But here we have the DVD of this brilliant production by David McVicar, demonstrating anew that this score rewards principled scrutiny and that Mc Vicar — whom I first encountered in the Glyndebourne Julius Caesar and who later blew me away with the Covent Garden Nozze di Figaro — is as perceptive a stage director as we have.

The role of Sachs was received, in my youth and presumably before, as a wise and kind old fellow who observes others’ folly with a knowing smile.  Then we had some Sachs interpreters who added the sense of getting old and passing the torch, yet were still wise, still kind and still smiley (pretty much).  Then there were one or two who peered over the abyss of despair — but as tourists, not participants.  Now we have Gerald Finley, who sets a new standard of interpretation to this thrilling role.

Finley’s Sachs has trouble with his eyes on Sunday morning after church.  He scribbles as he squints.  He hasn’t washed and his clothes are crumpled.  His fingers are so full of pitch and ink that when he puts his hand assuredly on someone’s shoulder they flinch for the condition of their shirt.  Walther wakes him up, excites him momentarily.  But he eases back into an odd resignation and frailty.  Why?  Is this Sachs or Gurnemanz?
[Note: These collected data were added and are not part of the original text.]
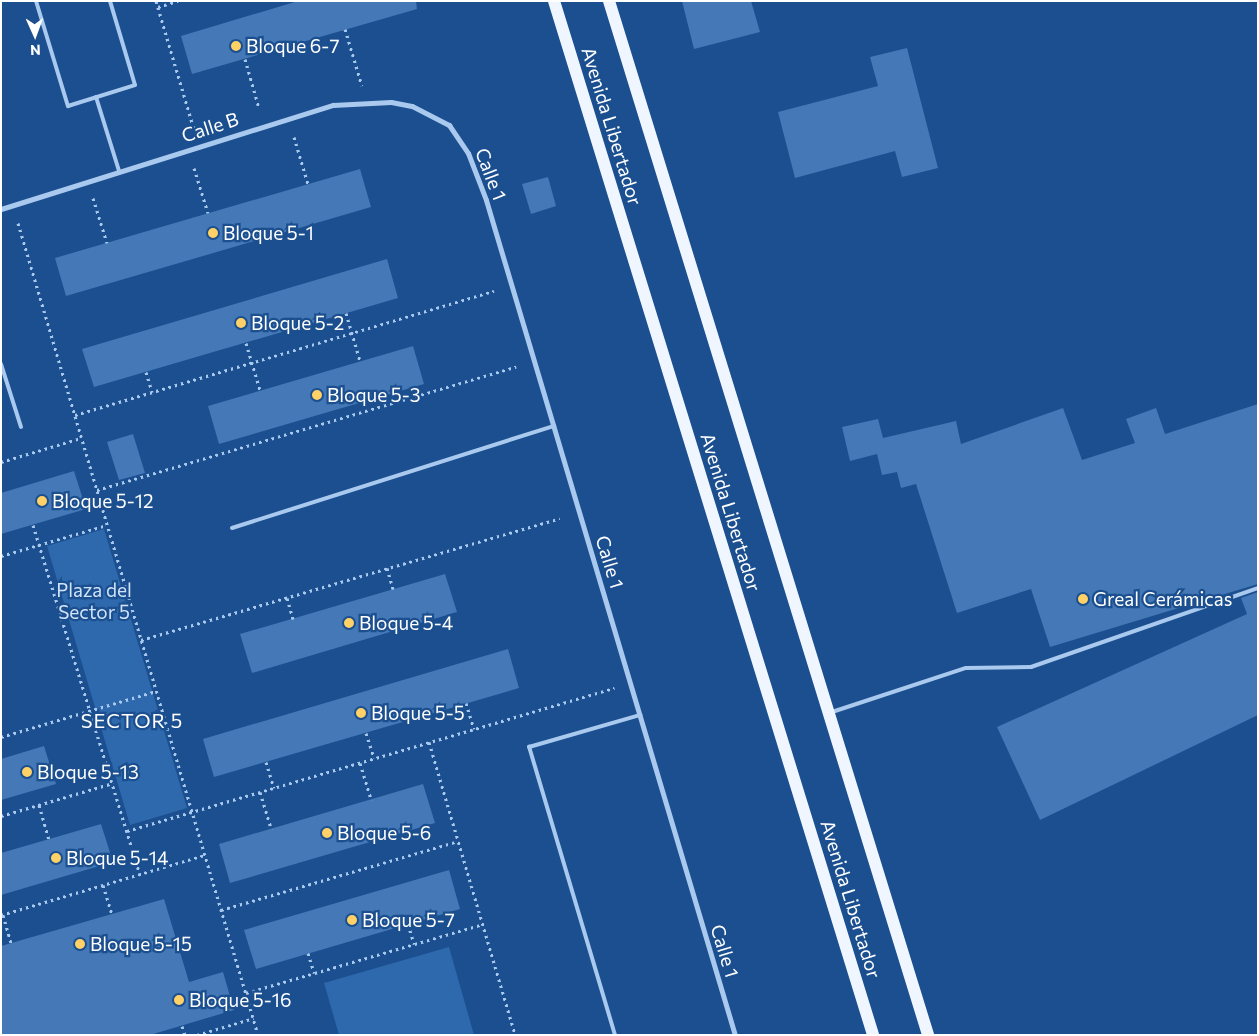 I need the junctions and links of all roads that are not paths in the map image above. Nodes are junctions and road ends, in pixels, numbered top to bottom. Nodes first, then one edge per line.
1 (36, 1) edge
2 (110, 1) edge
3 (554, 1) edge
4 (609, 1) edge
5 (96, 97) junction
6 (431, 114) joint
7 (119, 171) junction
8 (1, 209) edge
9 (1, 364) edge
10 (554, 426) junction
11 (21, 427) dead end
12 (232, 528) dead end
13 (1258, 588) edge
14 (829, 713) junction
15 (640, 715) junction
16 (615, 1035) edge
17 (735, 1035) edge
18 (873, 1035) edge
19 (928, 1035) edge

1 - 5 lane
2 - 5 lane
3 - 18 main road, Avenida Libertador
4 - 14 main road, Avenida Libertador
5 - 7 lane
6 - 7 street, Calle B
6 - 10 street, Calle 1
7 - 8 street, Calle B
9 - 11 lane
10 - 12 lane
10 - 15 street, Calle 1
13 - 14 lane
14 - 19 main road, Avenida Libertador
15 - 16 lane
15 - 17 street, Calle 1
In the second act, the proximity of his neighbor’s beautiful daughter makes him uneasy.  When he brings his last and shoes outdoors to work, he also brings a bottle and a glass.  His drinking becomes more than a sip at a time.  His teasing becomes sharp, then malevolent, and when the neighbors complain about his hammering he shouts back at them.  In the crowd he is as loud and boisterously as anyone else, swinging his bottle back and forth, laughing, anarchic, drunk.

The morning after he has not been to bed.  He wakens in his chair in the clothes from last night, the bottle still on the floor by him.  His mouth is fuzzy.  The sun hurts his eyes (as, we remember, it had the morning before, and as it must have done every morning for many years).  As that sad music plays, he takes the cover off the portrait of his dead wife and his dead children (as, we assume, he does every morning) and accepts once again the raw fact of his loneliness.  His hangover is so deep that he barely can engage with David.  Maneuvering the relationship with Walther and Eva becomes yet another deeply painful reminder that he has been alone, he is alone, he will always be alone.  He shuffles to the festival perhaps a bit late and his neighbors unveil a surprise they have been rehearsing — a chorale in his honor.  Sachs is so full of self-loathing that he has no place for such honor.  If they only knew the truth….
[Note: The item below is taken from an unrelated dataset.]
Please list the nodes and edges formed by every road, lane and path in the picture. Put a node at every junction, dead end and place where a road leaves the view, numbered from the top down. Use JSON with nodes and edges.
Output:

This is theatre art of a very high level.  Fresh ideas at every turn.  The details of the relationships among all of the characters, not just Sachs, are revealed moment by moment.  Pogner’s failure to understand what his daughter needs in Act II; David’s learned sweetness incompletely masking a feral violence in him, ready to punch people out; the gang physicality of the young people of the town, wanting only the tiniest spark to convert teasing in Act I to violence in Act II.  This is riveting stuff.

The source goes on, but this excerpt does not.